The Language We Use.

It is often mistaken when folk communicate with officialdom that they are not being understood. But in actual fact they are coming over loud and clear, it is authority that chooses not to listen. The system of communication by business and authority is used to filter out any rational discussion to be had on peoples problems. Activism and those in the know can inadvertently fall into this category to, when we are supposed to be doing the opposite. How we communicate, network and articulate ideas is one thing, how we make them relevant to peoples lives and in a language they can understand is just as important. Folk do not have the time to sit down the library and study the ins and outs of neoliberalism, they need information they can use.
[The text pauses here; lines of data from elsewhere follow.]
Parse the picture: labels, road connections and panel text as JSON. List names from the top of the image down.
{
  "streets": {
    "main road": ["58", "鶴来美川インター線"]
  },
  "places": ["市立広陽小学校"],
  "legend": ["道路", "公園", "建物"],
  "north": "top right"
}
Self publishing. We have now the technology to design and produce our own books. A single book can be published for £10 or less. A copy of the same book can be ordered on line, one, or one hundred, fully bound just looking like any other book. Why are we not producing our own reports, history, manuals and such like? Should we be waiting for professionals to write our history, tell our story, compile our reports, surveys and statements on our behalf, when we have the tools at out disposal to do it ourselves?

How do we make important information available to people. Sure we can use facebook. What happens when facebook needs to be challenged for tax evasion? privacy conflict, complicity with authoritarian demands, selling information, etc. which is only the tip of the iceberg of how intrusive facebook is. Facebook is for sending pictures to your aunty in Australia, but should it be used for political work? No one media should be relied on as a conduit for information, particularly one that consists mainly of trivia and the adverts of the corporations we are trying to make a stand against. The herd mentality of facebook coupled with the ignorance of the constant attacks on independent networks and servers is something that needs more attention?
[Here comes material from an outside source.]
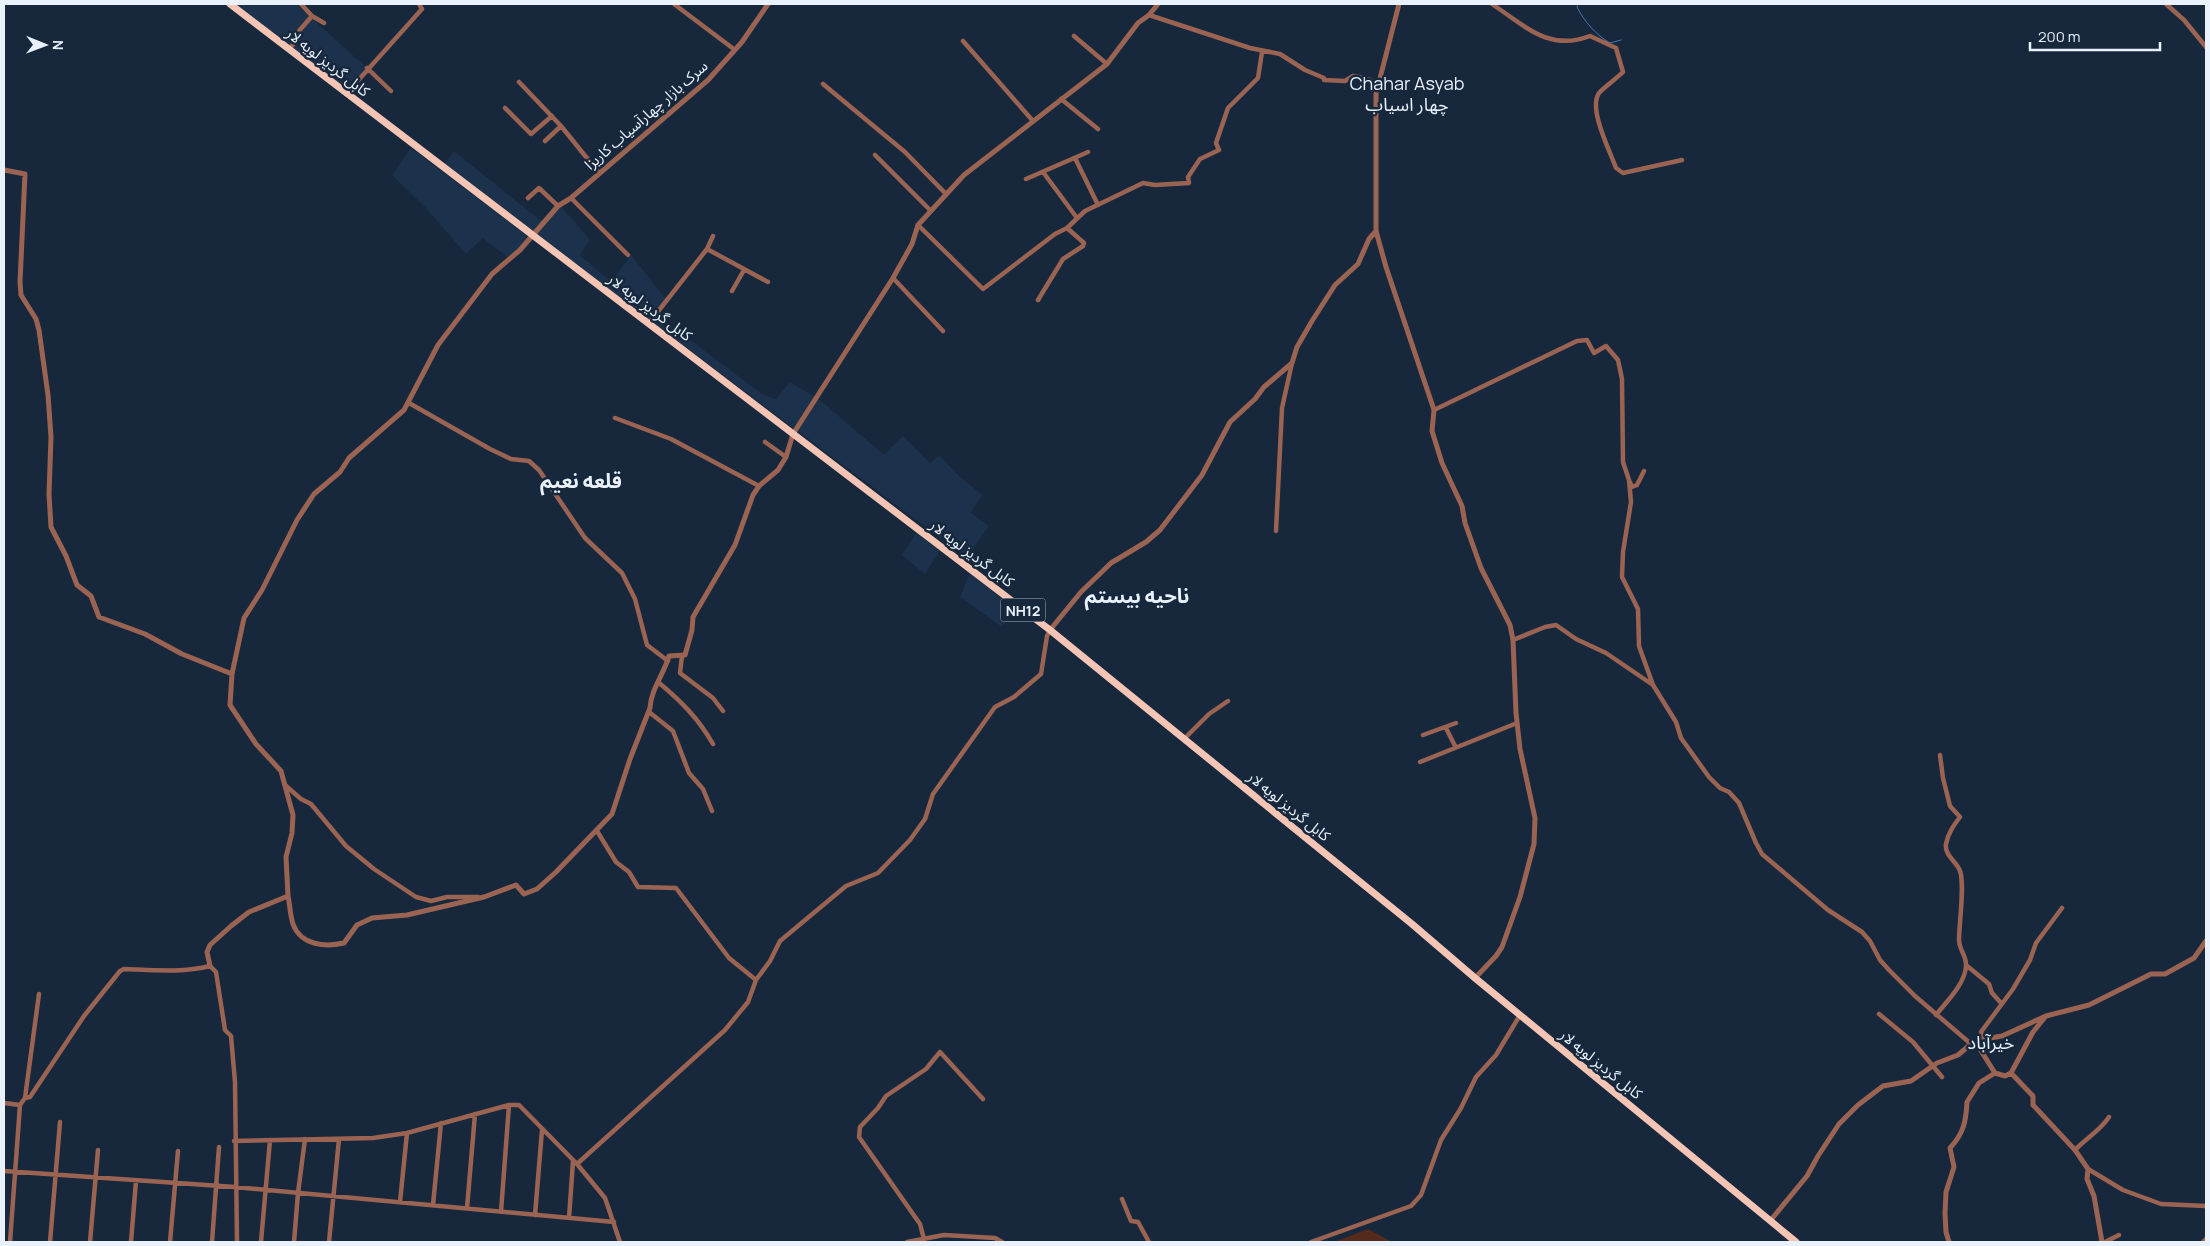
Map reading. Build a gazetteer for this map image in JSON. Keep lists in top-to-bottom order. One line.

So many of us shy away from microphones and cameras, instead of learning how to use them. Vanity and shyness needs to be put aside, the media is an important tool in spreading ideas, but you need to learn how to use it, or it will use you. How do we use what is available to us, local radio, newspapers, newsletters, mail lists, the internet. Getting our story together, how to use the media, who are we speaking to and getting them to listen. dealing with circular arguments, finding space to plant ideas, creating a hook, are only a few things to think about.

Keep the cameras rolling. Creating archives, media, news. Flooding the situation with information is a guard against the propaganda of the dysfunctional. Reshuffle media workshop.

 

BUILDING INSTITUTIONS

We live in a city (Glasgow) with a population of 580,000 with a student population: 45,000. We do not have an independent book shop, a social centre, or places we can go to learn independently from what the state or main stream education offers. The Clydebank Independent Resource Centre, started in the 1970s is practically all we have to an established independent institution and is in constant struggle to survive and maintain its independence.

New Institutions From The Old

All around us the building remnants of a visual history that’s only chance to be revived is by the inspiration of the developer, or what is deemed valuable by the historical gate keepers. What value to the local residents is ignored and treated surplus to requirements. When we lose our old buildings we also lose purpose, place, geography, history, stability.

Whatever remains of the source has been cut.